(What is required) Sort through the entries below and pull out lines containing the word "change".

(Dataset entries)
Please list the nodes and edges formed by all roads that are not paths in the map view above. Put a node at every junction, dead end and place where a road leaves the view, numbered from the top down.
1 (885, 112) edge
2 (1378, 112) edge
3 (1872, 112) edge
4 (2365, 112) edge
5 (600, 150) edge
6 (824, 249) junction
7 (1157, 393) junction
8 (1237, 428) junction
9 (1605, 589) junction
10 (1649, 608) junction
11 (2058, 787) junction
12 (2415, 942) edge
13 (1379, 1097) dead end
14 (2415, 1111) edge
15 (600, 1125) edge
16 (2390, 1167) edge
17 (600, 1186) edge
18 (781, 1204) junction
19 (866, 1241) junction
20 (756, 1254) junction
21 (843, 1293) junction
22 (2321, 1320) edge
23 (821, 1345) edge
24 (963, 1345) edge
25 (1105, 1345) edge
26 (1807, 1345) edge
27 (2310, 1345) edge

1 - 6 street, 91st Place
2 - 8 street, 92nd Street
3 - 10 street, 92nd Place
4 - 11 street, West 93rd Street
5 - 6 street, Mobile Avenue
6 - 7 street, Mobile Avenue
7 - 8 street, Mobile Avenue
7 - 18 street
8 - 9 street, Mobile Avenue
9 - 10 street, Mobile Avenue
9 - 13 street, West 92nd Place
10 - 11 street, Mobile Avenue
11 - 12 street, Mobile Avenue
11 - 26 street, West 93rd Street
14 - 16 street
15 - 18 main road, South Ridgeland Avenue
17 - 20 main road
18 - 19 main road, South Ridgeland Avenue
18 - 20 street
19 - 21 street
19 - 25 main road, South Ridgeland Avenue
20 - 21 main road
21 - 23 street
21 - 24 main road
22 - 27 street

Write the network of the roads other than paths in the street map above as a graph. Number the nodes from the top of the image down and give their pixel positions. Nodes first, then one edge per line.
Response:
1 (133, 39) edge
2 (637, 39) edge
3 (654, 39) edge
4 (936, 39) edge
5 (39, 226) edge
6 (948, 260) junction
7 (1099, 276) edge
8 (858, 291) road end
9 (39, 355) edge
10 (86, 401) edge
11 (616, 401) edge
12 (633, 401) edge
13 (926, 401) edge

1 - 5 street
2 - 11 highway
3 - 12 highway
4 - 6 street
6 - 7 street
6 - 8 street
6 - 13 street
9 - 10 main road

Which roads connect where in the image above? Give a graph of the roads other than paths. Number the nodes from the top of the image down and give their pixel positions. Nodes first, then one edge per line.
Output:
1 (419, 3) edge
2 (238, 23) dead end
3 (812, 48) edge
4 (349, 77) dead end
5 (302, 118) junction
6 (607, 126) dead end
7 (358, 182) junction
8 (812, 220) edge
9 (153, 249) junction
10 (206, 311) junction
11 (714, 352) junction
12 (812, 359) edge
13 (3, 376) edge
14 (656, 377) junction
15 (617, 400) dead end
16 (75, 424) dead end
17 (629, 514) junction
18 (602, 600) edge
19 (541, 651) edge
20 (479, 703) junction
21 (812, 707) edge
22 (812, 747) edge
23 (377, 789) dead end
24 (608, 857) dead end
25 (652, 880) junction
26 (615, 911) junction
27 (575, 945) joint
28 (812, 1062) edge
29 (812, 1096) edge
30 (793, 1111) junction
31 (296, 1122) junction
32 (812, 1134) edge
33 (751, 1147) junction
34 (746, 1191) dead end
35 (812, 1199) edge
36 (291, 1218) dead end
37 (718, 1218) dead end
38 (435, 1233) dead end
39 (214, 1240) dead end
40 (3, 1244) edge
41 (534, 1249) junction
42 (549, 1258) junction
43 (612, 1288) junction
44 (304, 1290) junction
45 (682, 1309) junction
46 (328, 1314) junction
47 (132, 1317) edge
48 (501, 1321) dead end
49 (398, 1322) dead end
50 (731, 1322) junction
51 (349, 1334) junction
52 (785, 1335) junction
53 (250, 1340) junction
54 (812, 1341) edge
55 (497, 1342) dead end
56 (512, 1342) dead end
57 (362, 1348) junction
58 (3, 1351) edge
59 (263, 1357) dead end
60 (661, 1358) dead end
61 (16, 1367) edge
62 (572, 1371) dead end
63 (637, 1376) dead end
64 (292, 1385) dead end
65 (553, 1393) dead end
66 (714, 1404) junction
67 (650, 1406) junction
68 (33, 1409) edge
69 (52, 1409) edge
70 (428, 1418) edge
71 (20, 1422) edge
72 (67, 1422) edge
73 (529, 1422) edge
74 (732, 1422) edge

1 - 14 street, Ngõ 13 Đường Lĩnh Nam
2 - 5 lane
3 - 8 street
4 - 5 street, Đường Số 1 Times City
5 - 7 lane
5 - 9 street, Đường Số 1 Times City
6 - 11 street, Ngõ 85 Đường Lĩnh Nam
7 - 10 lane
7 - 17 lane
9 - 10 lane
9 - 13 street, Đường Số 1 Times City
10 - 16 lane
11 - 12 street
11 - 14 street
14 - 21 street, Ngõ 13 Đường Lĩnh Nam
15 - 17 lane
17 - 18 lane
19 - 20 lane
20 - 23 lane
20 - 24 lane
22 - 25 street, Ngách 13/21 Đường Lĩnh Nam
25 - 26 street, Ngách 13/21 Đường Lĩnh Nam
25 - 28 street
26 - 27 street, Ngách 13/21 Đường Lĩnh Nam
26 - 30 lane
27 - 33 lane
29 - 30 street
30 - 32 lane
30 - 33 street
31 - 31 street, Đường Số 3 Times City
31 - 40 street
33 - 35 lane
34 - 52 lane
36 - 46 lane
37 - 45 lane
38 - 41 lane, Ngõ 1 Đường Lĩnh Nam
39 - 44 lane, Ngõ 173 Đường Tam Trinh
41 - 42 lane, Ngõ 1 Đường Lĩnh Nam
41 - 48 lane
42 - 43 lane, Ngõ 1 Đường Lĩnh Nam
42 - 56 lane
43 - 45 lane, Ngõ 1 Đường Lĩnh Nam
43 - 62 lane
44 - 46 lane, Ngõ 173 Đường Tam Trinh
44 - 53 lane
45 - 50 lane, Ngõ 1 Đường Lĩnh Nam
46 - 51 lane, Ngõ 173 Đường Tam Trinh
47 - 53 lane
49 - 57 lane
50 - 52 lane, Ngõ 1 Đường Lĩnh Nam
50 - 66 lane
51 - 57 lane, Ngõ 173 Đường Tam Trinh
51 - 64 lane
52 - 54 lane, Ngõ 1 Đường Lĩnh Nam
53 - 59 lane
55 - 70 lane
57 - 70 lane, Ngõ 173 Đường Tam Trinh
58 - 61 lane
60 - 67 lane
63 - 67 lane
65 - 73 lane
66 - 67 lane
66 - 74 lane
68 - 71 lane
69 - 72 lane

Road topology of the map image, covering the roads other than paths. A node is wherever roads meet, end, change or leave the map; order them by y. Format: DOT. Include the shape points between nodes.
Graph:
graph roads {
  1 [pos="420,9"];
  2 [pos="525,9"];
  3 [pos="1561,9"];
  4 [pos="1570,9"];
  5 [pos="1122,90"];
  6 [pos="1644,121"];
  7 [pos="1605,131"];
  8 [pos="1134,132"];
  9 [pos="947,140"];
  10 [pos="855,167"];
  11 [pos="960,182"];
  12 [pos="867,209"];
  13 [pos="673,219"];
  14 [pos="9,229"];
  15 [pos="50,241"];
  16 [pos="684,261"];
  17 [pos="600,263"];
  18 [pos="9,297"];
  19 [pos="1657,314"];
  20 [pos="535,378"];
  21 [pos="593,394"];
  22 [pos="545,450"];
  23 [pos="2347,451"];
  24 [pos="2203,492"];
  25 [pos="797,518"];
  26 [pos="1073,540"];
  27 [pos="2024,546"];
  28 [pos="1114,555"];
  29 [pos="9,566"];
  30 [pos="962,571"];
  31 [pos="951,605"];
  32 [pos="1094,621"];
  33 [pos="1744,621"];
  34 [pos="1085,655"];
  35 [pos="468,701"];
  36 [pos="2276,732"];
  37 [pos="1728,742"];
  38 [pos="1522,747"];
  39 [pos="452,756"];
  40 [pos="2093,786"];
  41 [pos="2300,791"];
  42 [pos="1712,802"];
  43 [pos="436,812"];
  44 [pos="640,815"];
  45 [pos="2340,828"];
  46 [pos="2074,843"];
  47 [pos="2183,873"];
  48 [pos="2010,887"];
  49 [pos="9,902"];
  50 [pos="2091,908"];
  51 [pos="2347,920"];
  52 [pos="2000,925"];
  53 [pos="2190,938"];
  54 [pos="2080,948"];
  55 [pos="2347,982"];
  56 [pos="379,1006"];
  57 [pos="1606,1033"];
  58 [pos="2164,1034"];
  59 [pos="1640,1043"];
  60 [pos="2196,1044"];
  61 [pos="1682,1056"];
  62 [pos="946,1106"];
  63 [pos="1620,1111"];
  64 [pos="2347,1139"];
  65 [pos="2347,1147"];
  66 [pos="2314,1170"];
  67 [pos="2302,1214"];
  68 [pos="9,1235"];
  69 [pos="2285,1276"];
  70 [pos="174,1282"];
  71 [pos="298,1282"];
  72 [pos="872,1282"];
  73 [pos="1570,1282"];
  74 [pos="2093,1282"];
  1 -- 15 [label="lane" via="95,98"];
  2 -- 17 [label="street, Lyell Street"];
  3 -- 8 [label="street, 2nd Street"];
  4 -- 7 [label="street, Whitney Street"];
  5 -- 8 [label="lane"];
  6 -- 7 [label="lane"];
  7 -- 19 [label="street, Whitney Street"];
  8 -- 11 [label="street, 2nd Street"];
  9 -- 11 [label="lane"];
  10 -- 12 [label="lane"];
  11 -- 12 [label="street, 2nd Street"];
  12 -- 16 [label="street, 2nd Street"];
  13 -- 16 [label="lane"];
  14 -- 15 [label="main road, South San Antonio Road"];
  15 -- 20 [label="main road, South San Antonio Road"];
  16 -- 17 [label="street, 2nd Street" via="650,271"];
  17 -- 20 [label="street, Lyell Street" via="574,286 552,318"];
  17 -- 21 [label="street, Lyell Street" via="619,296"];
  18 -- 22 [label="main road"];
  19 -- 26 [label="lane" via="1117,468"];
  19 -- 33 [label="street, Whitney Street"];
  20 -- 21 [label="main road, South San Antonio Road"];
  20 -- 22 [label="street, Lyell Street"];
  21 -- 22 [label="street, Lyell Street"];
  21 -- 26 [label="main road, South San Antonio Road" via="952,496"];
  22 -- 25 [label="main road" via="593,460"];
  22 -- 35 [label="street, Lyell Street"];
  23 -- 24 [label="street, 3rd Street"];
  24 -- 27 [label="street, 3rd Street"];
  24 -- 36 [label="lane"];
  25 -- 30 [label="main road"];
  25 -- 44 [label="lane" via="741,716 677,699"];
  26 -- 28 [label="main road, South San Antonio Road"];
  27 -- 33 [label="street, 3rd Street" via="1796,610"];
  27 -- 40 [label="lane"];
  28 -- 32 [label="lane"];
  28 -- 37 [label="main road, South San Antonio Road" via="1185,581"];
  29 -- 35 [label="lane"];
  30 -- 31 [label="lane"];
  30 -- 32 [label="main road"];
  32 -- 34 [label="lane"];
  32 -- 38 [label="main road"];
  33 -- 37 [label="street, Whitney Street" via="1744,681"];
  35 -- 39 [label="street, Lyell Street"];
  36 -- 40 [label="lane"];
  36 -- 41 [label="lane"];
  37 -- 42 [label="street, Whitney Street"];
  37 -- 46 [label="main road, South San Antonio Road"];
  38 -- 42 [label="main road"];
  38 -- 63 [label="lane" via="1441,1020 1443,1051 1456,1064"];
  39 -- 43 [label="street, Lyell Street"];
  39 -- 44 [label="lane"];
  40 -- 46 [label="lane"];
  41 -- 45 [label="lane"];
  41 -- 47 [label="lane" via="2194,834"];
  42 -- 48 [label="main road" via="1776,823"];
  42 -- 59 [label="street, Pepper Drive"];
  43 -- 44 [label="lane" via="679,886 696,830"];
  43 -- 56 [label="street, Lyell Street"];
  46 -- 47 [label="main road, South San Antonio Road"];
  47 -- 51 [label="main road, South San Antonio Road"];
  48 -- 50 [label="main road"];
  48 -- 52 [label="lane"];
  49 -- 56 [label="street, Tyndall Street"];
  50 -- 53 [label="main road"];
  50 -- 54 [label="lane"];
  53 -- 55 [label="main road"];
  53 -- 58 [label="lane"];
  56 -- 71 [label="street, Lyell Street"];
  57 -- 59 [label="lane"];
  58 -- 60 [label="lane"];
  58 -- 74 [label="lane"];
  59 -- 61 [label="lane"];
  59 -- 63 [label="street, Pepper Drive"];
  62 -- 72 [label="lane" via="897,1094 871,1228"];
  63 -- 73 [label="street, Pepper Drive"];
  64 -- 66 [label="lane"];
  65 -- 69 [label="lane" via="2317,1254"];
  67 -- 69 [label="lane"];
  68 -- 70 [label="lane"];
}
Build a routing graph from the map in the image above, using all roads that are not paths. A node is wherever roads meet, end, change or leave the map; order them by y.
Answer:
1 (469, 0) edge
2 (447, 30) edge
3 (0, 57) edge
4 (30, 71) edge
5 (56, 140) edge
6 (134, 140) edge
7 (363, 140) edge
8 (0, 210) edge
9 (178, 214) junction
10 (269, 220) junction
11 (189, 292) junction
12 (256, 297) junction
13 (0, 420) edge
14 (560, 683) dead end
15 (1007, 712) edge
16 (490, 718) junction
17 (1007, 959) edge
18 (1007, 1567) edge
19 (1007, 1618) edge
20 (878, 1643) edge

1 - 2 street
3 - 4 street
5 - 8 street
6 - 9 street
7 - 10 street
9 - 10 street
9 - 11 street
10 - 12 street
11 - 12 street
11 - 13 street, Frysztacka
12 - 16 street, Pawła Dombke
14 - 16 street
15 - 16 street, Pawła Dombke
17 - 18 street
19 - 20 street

(Response to this exercise)
Road topology of the map image, covering the roads other than paths. A node is wherever roads meet, end, change or leave the map; order them by y. Format: DOT. Include the shape points between nodes.
Build a routing graph from the map in the image above, using all roads that are not paths. A node is wherever roads meet, end, change or leave the map; order them by y.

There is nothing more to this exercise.